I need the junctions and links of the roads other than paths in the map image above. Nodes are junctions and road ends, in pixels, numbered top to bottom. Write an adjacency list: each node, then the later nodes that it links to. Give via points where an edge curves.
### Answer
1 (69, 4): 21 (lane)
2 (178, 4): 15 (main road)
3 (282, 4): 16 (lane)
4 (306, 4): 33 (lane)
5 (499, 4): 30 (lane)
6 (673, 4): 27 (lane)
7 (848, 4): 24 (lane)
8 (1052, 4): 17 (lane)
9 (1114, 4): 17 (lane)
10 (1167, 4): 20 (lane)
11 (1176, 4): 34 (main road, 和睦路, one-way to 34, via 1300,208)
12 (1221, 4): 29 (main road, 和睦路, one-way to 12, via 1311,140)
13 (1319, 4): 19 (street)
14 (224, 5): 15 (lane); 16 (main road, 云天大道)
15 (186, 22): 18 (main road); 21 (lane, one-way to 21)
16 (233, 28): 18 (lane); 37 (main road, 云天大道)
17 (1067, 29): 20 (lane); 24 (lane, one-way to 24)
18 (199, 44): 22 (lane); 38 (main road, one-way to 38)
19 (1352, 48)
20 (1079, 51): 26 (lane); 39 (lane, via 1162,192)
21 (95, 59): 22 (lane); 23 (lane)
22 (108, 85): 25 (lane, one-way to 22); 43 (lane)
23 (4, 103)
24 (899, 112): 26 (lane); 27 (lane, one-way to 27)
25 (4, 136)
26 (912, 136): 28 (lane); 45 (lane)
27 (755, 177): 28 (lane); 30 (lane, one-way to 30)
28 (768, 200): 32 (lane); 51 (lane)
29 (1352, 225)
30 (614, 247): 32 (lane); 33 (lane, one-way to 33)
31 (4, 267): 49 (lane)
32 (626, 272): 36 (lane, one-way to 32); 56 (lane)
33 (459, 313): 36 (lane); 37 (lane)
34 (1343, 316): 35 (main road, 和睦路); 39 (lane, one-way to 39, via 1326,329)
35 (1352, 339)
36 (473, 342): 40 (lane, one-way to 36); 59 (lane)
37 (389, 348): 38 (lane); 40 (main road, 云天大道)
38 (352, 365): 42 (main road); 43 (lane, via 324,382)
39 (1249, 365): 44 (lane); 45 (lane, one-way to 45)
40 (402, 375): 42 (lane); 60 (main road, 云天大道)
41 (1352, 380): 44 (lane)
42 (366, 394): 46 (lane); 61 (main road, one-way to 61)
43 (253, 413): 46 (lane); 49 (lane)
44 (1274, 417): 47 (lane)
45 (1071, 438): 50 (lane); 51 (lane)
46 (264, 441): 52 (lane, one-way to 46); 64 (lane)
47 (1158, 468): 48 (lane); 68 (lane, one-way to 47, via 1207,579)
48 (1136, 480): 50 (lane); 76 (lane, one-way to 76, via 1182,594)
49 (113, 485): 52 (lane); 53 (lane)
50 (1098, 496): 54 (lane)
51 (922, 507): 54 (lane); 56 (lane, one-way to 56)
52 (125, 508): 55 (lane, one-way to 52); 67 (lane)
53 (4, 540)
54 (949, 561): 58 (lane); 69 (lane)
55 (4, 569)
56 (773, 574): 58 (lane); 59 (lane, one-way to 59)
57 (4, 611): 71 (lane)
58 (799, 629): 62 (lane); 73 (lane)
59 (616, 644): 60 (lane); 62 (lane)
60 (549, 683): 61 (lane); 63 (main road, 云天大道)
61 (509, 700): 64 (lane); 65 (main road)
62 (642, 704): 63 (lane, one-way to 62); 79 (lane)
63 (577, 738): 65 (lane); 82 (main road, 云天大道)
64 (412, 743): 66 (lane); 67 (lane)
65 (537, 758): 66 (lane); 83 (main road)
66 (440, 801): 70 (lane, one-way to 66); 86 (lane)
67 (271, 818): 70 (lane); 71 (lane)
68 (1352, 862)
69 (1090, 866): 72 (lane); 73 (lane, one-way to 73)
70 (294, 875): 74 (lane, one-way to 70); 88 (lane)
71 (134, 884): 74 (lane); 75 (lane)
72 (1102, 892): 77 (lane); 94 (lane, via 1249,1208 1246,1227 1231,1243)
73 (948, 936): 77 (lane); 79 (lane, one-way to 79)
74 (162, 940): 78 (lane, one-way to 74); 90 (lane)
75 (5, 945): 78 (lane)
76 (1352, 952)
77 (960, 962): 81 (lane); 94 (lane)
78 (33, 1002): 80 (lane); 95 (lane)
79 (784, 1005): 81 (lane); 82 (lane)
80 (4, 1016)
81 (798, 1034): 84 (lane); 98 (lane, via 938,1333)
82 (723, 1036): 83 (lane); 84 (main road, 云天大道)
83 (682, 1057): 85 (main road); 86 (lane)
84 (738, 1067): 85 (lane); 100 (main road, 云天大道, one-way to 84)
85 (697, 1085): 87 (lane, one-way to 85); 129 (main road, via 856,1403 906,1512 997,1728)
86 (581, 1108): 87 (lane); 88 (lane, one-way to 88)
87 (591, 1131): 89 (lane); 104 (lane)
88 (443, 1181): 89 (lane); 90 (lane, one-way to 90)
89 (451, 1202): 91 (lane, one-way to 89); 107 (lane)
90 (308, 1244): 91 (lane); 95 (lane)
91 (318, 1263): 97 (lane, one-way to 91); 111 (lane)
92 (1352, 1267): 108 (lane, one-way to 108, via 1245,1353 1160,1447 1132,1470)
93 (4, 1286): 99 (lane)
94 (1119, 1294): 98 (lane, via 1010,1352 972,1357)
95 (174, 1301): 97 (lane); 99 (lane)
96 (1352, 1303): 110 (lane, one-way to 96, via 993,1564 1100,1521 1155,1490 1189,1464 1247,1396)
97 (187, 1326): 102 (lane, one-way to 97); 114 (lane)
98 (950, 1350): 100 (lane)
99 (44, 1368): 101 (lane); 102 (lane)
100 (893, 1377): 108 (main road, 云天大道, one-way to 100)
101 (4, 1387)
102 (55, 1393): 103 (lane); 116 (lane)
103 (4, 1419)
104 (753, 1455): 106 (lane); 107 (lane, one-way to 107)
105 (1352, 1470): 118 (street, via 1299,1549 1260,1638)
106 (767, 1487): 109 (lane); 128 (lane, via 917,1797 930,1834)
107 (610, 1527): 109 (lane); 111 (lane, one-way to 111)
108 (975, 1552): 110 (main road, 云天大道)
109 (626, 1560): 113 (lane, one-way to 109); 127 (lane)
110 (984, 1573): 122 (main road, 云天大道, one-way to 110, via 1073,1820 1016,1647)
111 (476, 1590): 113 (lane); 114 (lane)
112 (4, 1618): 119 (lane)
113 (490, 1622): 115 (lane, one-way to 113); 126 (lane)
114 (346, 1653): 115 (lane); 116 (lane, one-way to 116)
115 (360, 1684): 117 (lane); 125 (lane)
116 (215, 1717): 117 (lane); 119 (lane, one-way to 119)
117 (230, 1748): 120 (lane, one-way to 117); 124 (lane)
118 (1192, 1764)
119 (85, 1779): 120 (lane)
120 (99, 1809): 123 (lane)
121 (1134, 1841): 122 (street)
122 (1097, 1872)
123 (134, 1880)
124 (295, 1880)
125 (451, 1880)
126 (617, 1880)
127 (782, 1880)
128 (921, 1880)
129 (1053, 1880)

◆ REQUIRED WORK
Using the material above, state how many lines carry the word "street", giving the number alone.

◆ SOLUTION TO THE PROBLEM
3